- [PROVIDED DATA]:
+++
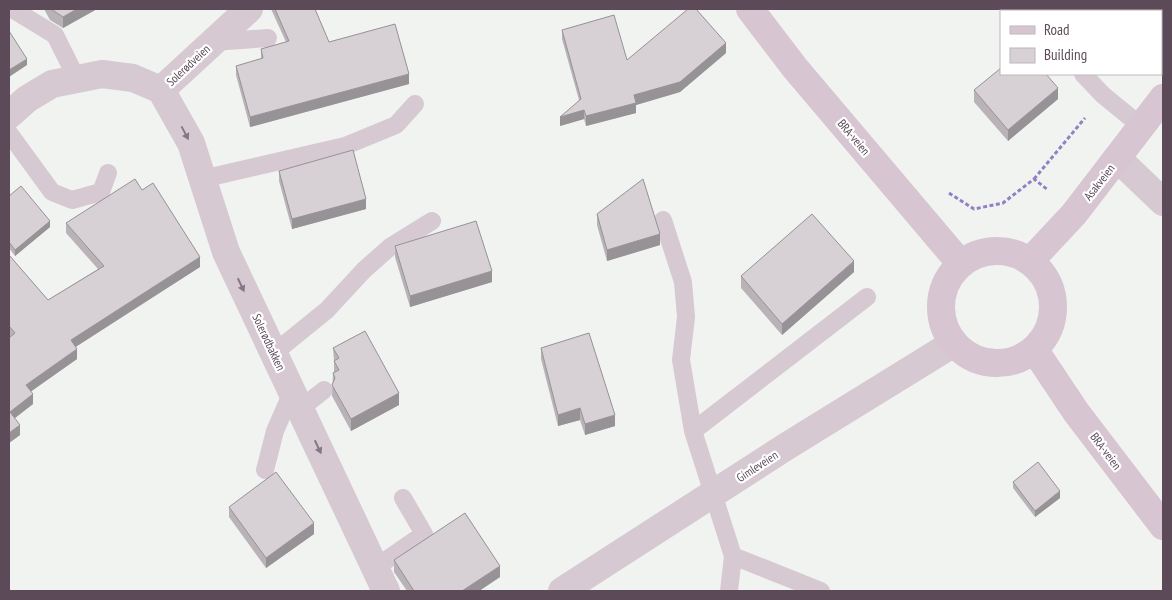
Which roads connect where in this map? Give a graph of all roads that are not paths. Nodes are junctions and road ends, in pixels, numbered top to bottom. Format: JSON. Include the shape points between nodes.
+++
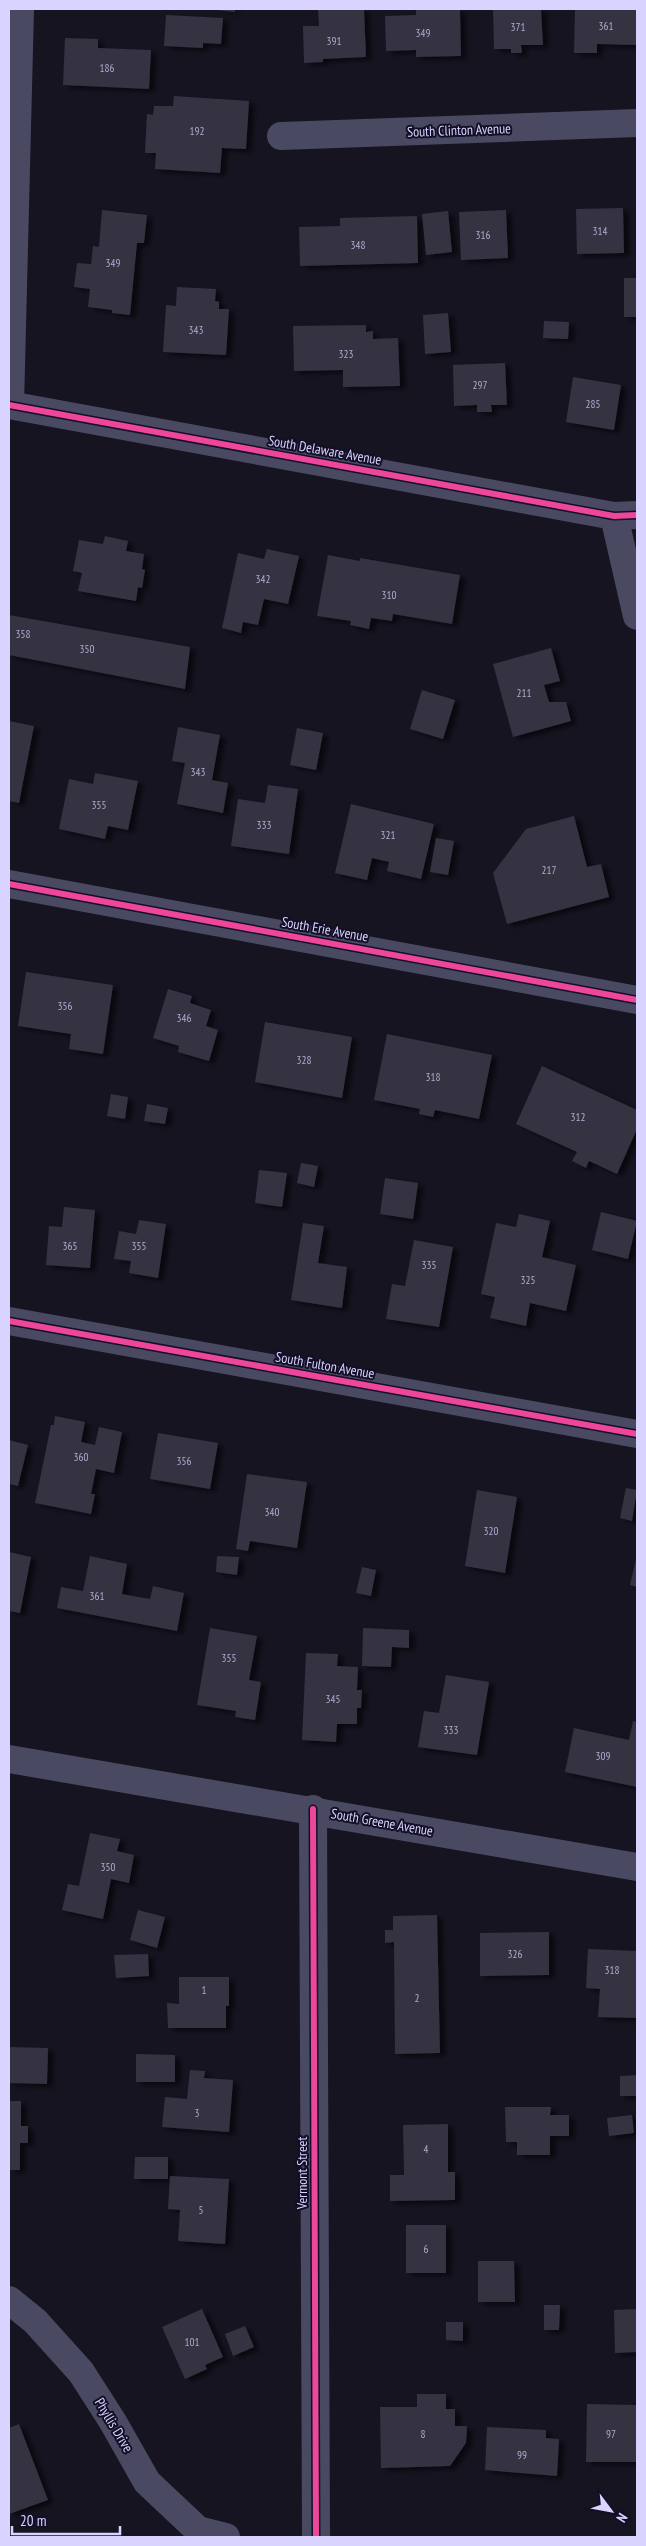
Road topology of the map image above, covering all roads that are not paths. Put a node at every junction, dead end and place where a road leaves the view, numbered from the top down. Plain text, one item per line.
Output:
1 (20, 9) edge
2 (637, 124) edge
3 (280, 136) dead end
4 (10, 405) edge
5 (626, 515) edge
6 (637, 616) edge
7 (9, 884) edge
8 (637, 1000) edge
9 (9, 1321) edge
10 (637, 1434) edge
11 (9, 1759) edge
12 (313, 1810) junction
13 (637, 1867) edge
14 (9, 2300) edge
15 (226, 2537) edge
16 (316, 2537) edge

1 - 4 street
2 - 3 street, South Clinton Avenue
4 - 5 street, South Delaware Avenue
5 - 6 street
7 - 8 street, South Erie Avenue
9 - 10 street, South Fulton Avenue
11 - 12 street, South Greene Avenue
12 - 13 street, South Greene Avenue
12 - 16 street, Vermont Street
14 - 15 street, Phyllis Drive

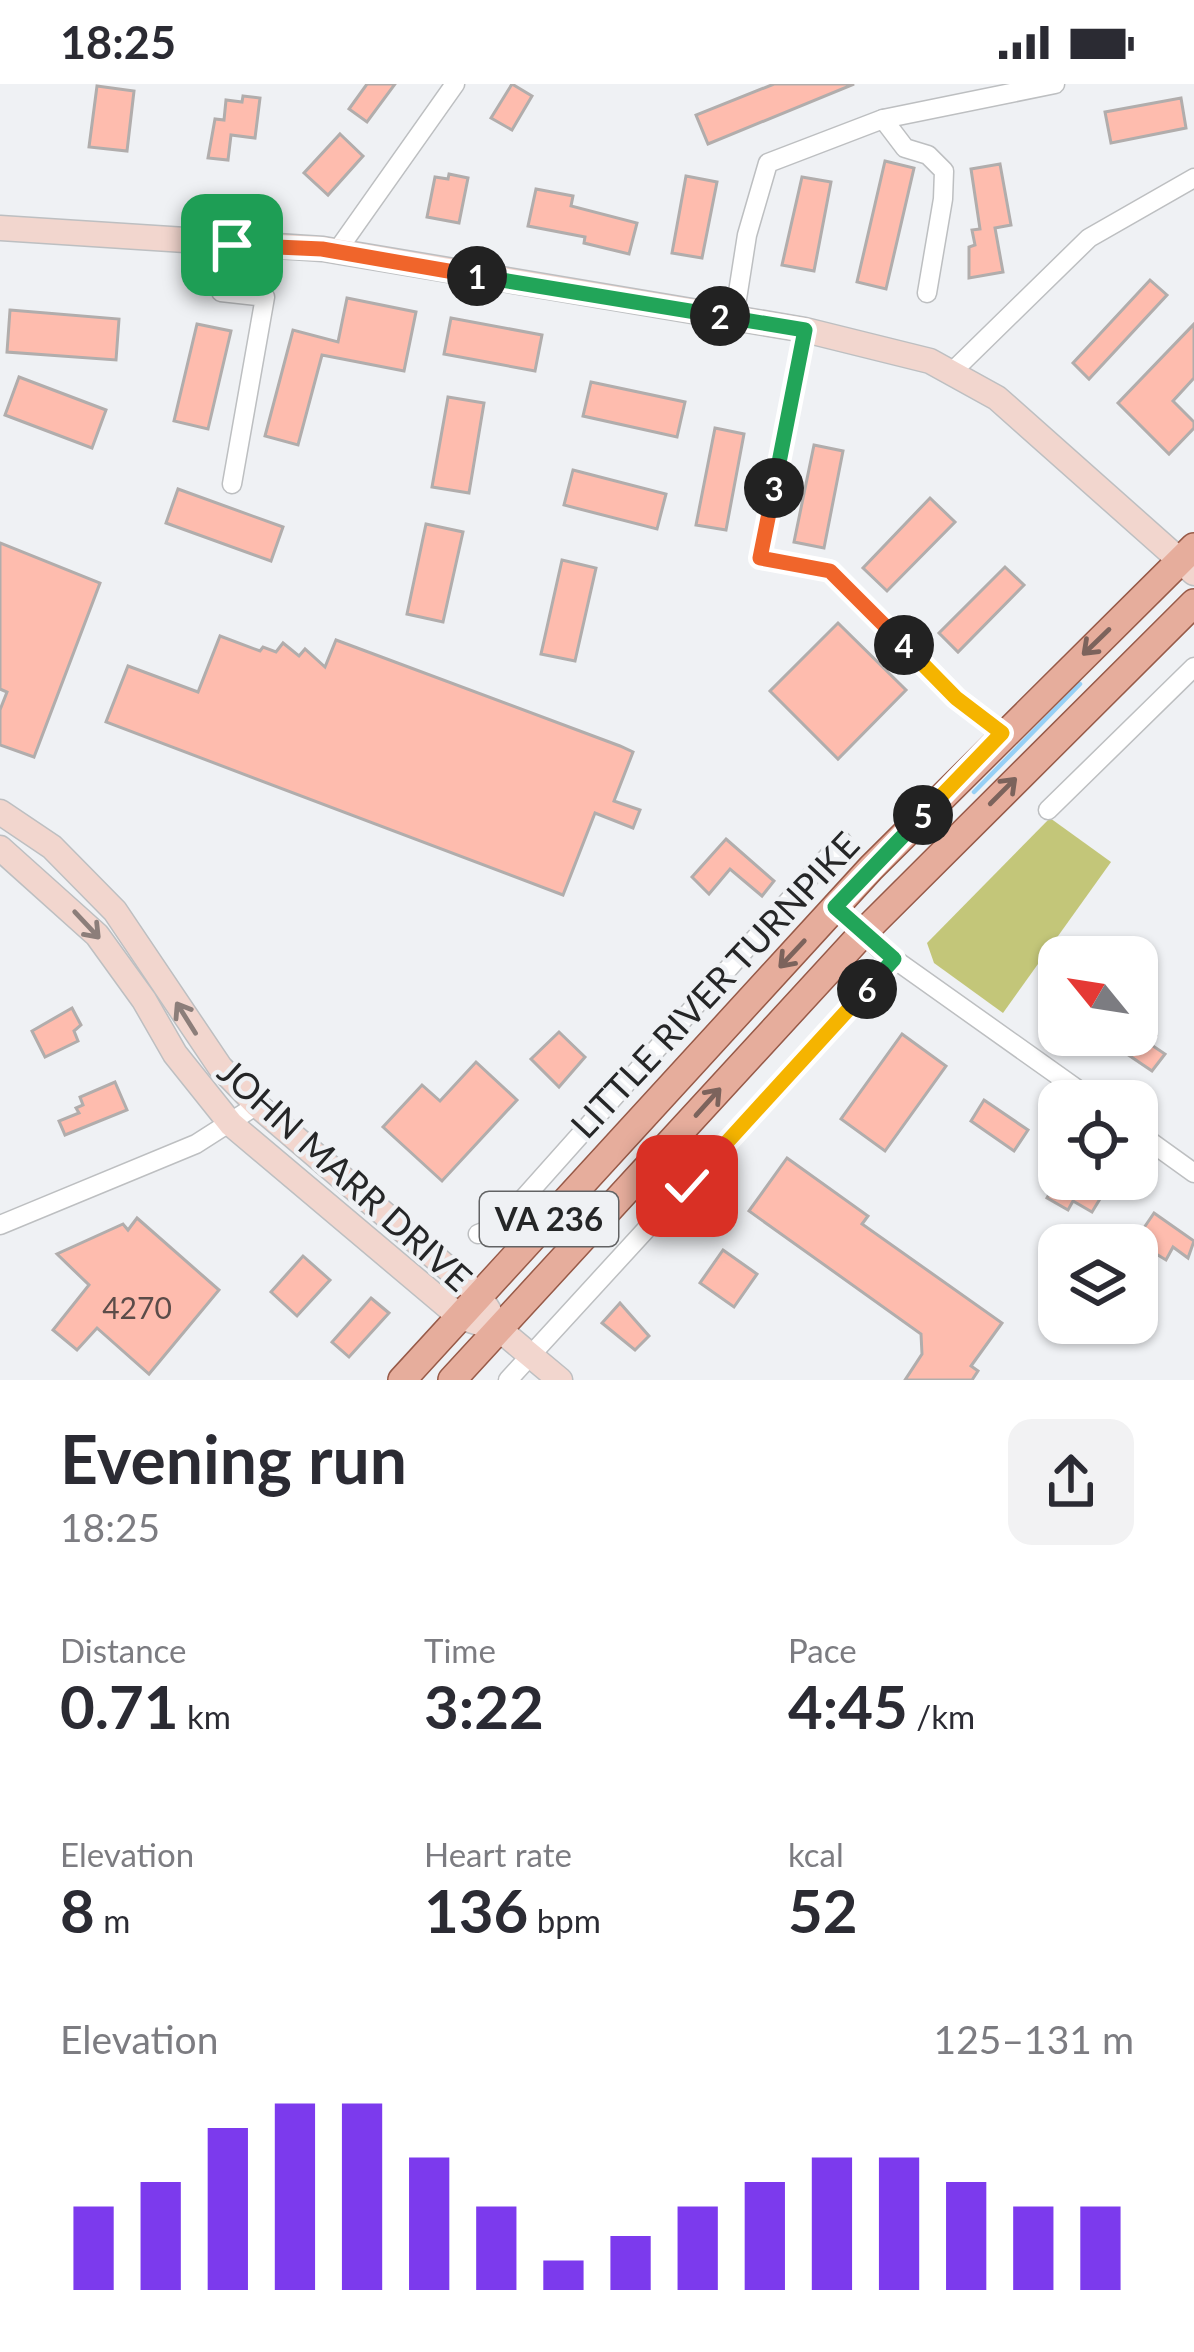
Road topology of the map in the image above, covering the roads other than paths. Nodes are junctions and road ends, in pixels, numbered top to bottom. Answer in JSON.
+++
- [PROBLEM TO SOLVE]: Identify and extract each line of the listing that contains "above".

- [TASK ANSWER]:
Road topology of the map image above, covering all roads that are not paths. Put a node at every junction, dead end and place where a road leaves the view, numbered from the top down. Plain text, one item per line.
Road topology of the map in the image above, covering the roads other than paths. Nodes are junctions and road ends, in pixels, numbered top to bottom. Answer in JSON.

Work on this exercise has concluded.